Une semaine plus tard, un premier extrait est jeté en pâture aux fans affamés. « Silence like the Grave » nous donne un aperçu de ce que sera la nouvelle galette. Je reste sur la défensive et trouve que le groupe reste sur ses acquis, jouant trop la facilité. On en discute sur la page Facebook Paradise Lost France et ne suis pas le seul à avoir ce pressentiment.

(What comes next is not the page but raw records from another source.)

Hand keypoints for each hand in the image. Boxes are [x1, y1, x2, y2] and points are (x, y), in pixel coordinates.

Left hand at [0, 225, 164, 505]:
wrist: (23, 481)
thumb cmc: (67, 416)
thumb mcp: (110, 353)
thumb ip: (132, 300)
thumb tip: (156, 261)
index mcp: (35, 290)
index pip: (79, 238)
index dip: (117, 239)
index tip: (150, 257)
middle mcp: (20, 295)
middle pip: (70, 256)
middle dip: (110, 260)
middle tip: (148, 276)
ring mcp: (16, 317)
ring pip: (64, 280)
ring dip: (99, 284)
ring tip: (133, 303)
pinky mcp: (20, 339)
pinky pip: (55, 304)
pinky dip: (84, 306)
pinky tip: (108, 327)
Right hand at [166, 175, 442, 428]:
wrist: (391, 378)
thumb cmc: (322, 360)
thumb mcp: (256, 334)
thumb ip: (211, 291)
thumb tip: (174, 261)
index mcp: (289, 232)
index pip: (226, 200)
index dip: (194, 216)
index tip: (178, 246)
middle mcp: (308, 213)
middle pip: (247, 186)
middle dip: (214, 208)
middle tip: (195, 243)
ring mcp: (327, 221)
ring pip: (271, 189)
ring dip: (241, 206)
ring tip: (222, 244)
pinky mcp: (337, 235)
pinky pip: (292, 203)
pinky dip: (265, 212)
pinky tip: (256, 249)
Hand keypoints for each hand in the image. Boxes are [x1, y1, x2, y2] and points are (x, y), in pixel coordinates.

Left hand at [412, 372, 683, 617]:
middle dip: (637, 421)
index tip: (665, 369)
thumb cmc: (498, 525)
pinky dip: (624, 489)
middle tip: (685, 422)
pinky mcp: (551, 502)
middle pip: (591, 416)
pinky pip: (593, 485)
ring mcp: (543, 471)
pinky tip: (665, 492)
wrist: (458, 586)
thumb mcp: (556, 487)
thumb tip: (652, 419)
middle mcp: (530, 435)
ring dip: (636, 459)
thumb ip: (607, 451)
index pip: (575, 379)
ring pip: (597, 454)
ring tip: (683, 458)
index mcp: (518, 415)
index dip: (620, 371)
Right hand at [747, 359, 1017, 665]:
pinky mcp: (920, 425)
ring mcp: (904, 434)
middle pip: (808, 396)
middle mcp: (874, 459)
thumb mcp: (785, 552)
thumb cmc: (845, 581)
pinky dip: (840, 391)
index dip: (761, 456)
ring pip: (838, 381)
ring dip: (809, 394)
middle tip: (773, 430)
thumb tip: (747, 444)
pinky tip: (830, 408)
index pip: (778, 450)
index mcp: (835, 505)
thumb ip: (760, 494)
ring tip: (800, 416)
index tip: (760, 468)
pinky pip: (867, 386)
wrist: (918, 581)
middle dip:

Différentes Box limited avec plusieurs déclinaisons de couleurs de vinyls seront proposées en précommande et pour la première fois je résiste à l’appel mercantile. Un mois plus tard, c’est « Serpent of the Cross » avec le clip hideux l’accompagnant qui est dévoilé. Du très grand Paradise Lost !!! Pour preuve, ce titre sera celui qui ouvrira Ascension ; je me déride. Ma coquille se fendille avant de s’hermétiser à nouveau avec le troisième et dernier extrait, « Tyrants Serenade » : je ne ressens rien et surtout je trouve que le mélange des deux voix ne colle pas sur le refrain. À un mois de la sortie officielle, je suis pour la première fois craintif et réticent. Idem pour l’achat des places de la première partie de la tournée européenne qui passe à l’Aéronef de Lille (lors du Tyrant Fest), à l’Élysée-Montmarte de Paris et à la Rayonne de Villeurbanne. Je passais de l’âme d’un G.O prêt à louer un van pour m’enquiller les trois dates à me dire que ça ne valait pas la peine, trop souvent déçu en live, surtout pour se taper une fois de plus une set-list archi usée et un temps de jeu ridicule. Fin de l’introduction. Les bases sont posées.
*
Jetez votre dé !
Vous avez fait 2.
Arrêtons-nous tout d’abord sur la magnifique pochette The Court Of Death signée du peintre du XIXème siècle George Frederic Watts et conservée à la Tate Gallery de Londres, qui évoque l’égalité que nous partageons face à la mort quels que soient notre position ou notre rang social. L’œuvre représente la Mort sous les traits d’un ange trônant flanqué des figures allégoriques du silence et du mystère, gardiens du lever du soleil et de l’étoile de l’espoir. Un guerrier remet son épée et un duc sa couronne, symbolisant ainsi l’absence de protection pour les biens matériels. Je la redécouvre, puisqu’une personne l’a faite fuiter au cours de l’été, mais également le tracking-list. En panique, le management a demandé expressément de les retirer avant une diffusion massive et incontrôlable mais aussi de gâcher la surprise… Greg, tout comme Nick, adore visiter des galeries d’art et des musées ; lorsqu’il tomba sur ce tableau, il le suggéra aux autres membres et fut aussitôt choisi comme nouvel artwork tant il était évident qu’il représentait à la perfection le contenu d’ Ascension. Cette peinture était faite pour eux…
Jetez votre dé !
Vous avez fait 5. (Quelle chance. Vous n’avez pas de temps à perdre et allez directement à l’essentiel).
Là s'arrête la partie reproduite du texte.